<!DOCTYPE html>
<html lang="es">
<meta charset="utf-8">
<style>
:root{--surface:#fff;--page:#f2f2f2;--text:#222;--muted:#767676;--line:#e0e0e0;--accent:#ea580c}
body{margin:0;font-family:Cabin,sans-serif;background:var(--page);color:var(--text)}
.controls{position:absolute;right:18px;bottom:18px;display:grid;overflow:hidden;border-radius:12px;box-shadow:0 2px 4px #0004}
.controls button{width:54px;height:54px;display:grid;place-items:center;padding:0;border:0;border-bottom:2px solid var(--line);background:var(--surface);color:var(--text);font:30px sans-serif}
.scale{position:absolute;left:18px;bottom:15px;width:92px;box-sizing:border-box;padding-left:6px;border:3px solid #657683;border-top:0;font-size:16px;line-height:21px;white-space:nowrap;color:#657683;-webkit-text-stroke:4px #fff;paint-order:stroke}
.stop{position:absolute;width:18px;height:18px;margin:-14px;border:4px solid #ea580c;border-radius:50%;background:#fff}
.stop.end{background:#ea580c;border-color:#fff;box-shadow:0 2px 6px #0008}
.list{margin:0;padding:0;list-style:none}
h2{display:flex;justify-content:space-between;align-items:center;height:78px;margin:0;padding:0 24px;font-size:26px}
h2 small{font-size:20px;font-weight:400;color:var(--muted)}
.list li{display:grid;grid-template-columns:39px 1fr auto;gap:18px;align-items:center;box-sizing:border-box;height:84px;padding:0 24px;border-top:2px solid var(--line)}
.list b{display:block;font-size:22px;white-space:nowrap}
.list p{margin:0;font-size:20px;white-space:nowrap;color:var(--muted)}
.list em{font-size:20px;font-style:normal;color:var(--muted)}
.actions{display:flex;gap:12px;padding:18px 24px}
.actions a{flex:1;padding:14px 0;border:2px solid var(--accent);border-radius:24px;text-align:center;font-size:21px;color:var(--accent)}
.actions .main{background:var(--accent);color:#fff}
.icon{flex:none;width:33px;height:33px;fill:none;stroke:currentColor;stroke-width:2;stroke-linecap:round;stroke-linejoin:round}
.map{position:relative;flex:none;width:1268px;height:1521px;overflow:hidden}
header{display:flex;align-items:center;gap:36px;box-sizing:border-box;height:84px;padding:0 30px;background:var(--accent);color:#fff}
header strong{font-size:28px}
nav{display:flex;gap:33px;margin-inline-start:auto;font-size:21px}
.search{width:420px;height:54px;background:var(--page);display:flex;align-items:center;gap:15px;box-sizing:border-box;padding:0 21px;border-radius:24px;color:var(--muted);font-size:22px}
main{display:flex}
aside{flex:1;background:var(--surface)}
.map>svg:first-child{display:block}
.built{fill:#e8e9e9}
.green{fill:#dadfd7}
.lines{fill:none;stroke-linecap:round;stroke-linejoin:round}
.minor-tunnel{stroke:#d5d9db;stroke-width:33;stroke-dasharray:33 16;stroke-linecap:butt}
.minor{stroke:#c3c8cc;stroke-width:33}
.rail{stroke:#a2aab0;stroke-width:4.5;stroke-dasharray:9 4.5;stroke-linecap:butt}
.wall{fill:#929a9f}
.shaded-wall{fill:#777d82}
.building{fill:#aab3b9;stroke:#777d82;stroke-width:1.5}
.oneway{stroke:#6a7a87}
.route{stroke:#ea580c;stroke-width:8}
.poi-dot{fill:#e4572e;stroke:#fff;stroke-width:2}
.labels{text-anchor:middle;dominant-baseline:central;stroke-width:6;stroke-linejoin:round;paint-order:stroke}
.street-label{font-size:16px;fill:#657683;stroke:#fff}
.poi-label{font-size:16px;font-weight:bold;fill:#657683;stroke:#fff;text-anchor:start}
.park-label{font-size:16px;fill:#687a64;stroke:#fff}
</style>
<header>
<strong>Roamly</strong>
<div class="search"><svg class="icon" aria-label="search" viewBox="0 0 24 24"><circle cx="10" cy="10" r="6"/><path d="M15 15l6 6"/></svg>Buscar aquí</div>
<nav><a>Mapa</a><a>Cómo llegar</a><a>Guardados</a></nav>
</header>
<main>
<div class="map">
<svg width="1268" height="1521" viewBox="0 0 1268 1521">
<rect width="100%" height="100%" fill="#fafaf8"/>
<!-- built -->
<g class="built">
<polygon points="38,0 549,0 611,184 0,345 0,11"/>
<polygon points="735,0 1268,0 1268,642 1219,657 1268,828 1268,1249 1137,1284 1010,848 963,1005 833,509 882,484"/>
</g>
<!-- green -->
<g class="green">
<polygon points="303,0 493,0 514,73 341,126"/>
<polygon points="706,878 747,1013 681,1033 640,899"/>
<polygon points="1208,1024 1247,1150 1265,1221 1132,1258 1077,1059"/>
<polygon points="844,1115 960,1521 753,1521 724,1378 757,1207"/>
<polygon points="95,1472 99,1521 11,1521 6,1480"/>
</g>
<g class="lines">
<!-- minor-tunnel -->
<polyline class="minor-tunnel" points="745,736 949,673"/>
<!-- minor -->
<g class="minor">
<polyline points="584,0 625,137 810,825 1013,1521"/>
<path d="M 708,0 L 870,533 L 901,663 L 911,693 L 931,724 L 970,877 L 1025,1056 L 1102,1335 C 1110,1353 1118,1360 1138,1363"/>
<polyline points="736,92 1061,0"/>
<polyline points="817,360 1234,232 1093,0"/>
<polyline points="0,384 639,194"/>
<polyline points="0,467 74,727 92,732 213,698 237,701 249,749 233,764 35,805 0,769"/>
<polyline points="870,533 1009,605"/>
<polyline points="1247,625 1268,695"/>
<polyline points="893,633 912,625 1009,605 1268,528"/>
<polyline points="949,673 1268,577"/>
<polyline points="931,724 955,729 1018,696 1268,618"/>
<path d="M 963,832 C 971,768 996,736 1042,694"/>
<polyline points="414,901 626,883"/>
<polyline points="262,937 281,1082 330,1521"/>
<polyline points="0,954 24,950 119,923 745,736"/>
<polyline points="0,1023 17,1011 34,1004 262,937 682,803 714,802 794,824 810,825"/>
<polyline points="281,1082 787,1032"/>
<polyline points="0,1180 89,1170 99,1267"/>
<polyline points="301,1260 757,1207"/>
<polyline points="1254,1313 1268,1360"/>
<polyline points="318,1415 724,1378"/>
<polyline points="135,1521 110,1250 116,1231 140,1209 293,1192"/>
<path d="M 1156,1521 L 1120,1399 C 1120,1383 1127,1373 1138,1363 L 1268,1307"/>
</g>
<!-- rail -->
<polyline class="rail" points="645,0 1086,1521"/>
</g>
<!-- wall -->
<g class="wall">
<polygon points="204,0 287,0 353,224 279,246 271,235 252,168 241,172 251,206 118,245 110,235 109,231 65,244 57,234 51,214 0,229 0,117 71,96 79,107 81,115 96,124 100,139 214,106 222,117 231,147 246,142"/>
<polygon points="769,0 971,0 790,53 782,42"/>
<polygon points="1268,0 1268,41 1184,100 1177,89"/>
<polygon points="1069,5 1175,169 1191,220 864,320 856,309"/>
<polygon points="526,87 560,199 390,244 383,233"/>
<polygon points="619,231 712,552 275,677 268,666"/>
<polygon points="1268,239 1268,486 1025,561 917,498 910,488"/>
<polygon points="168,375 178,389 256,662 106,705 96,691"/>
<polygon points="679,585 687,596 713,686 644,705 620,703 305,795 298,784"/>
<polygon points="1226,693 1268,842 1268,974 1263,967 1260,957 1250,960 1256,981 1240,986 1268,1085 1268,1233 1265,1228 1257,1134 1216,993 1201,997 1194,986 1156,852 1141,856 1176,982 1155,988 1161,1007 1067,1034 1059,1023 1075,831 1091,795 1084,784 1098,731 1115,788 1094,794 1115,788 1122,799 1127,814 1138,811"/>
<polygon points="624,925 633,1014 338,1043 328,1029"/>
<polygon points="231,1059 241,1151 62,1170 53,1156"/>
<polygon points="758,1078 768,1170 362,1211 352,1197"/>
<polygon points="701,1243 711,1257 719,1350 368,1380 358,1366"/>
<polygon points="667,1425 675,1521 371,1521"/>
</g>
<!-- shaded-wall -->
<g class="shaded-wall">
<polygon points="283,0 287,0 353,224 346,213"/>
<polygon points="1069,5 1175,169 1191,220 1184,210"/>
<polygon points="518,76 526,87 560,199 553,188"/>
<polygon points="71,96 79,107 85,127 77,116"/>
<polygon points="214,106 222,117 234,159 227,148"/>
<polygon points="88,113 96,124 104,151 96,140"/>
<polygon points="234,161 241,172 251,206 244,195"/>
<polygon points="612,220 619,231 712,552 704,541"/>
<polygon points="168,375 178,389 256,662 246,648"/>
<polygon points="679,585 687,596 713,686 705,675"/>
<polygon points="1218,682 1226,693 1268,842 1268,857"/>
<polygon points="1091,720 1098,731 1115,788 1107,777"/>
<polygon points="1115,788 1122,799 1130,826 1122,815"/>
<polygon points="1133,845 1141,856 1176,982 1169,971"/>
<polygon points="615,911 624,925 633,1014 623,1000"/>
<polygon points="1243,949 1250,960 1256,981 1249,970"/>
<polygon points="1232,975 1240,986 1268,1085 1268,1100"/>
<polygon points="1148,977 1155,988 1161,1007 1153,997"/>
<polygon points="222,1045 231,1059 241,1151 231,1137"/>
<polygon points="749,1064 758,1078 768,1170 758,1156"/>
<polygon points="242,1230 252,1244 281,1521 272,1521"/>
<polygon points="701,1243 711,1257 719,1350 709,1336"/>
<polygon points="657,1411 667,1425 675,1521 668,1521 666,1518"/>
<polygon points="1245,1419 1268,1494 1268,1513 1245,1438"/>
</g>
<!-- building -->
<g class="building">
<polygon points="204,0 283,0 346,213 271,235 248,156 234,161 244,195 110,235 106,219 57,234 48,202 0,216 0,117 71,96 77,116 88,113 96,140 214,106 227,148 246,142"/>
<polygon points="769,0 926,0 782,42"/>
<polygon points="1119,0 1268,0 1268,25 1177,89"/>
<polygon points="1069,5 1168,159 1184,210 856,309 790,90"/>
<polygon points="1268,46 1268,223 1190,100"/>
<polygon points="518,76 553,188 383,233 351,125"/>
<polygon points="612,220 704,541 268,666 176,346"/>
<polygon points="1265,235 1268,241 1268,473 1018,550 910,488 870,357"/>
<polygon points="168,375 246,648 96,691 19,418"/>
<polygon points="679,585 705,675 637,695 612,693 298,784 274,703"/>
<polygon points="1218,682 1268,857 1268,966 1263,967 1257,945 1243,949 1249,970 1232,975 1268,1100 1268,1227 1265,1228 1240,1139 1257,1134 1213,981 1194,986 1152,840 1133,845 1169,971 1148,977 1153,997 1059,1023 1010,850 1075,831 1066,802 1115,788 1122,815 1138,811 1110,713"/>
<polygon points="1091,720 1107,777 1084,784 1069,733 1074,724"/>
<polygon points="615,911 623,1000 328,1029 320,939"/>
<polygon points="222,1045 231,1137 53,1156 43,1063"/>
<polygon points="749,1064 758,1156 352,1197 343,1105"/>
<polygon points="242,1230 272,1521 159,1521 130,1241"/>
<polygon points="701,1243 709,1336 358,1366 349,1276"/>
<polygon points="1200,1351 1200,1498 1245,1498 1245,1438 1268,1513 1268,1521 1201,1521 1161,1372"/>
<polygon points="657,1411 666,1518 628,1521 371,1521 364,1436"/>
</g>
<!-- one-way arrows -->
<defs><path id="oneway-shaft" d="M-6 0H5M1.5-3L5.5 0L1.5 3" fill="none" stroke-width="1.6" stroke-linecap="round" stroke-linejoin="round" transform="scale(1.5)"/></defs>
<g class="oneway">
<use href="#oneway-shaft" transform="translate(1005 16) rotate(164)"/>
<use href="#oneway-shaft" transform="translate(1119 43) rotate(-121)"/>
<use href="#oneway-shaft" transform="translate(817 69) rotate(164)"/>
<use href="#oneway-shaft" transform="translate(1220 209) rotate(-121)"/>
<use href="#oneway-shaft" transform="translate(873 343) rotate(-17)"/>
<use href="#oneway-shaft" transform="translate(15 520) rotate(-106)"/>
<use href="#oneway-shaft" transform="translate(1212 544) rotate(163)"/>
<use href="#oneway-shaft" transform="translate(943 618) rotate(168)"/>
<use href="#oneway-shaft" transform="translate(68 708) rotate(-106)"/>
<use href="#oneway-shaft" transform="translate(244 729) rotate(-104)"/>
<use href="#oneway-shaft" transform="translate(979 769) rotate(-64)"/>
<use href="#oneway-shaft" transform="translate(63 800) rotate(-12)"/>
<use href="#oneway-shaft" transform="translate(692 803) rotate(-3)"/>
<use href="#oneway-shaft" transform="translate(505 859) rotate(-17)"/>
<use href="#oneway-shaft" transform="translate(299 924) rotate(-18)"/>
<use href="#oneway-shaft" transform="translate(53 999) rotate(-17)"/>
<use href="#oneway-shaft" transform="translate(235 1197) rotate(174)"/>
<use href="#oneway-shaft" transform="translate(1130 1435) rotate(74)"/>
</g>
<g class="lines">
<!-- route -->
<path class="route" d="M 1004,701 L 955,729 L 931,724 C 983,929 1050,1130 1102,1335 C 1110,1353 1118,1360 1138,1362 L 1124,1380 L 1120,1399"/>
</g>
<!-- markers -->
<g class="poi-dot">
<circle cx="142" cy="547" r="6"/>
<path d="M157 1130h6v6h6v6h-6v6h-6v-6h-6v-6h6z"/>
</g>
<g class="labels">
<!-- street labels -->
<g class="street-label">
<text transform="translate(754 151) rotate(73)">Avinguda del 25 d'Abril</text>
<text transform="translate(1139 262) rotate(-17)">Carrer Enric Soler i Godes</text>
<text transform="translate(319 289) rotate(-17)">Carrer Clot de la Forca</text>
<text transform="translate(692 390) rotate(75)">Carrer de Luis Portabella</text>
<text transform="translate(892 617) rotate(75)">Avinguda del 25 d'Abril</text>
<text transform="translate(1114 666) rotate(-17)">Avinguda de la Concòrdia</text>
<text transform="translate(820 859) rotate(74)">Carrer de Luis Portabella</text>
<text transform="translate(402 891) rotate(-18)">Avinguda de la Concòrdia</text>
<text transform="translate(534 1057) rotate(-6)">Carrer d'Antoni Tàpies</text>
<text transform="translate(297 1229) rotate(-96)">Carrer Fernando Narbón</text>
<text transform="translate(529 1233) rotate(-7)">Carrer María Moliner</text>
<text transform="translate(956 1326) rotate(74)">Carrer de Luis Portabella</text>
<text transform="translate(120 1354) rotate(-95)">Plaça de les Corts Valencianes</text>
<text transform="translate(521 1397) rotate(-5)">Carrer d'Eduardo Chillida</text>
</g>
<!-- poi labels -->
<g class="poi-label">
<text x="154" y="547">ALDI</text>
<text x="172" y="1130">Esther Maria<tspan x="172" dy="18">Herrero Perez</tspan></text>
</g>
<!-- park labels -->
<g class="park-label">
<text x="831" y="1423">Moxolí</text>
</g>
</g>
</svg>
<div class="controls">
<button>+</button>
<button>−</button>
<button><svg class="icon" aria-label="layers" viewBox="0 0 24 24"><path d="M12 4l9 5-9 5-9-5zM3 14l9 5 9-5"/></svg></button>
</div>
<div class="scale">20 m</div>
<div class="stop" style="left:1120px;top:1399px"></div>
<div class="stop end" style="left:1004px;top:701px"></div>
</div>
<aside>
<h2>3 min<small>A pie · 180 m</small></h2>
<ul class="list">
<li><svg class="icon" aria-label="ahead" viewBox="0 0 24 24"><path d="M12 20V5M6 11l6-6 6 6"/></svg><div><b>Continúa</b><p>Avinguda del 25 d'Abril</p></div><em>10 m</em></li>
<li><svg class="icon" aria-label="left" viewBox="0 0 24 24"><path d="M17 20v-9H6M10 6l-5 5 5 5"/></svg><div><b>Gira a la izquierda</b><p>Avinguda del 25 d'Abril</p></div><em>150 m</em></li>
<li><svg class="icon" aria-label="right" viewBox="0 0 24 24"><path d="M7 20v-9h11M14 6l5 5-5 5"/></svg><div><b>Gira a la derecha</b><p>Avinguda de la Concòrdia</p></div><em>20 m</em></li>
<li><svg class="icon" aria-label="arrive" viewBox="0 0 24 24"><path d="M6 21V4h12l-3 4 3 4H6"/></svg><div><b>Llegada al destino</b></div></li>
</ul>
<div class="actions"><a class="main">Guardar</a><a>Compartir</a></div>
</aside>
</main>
• • • • •
Read the material above and copy out each line holding "muted".

:root{--surface:#fff;--page:#f2f2f2;--text:#222;--muted:#767676;--line:#e0e0e0;--accent:#ea580c}
h2 small{font-size:20px;font-weight:400;color:var(--muted)}
.list p{margin:0;font-size:20px;white-space:nowrap;color:var(--muted)}
.list em{font-size:20px;font-style:normal;color:var(--muted)}
.search{width:420px;height:54px;background:var(--page);display:flex;align-items:center;gap:15px;box-sizing:border-box;padding:0 21px;border-radius:24px;color:var(--muted);font-size:22px}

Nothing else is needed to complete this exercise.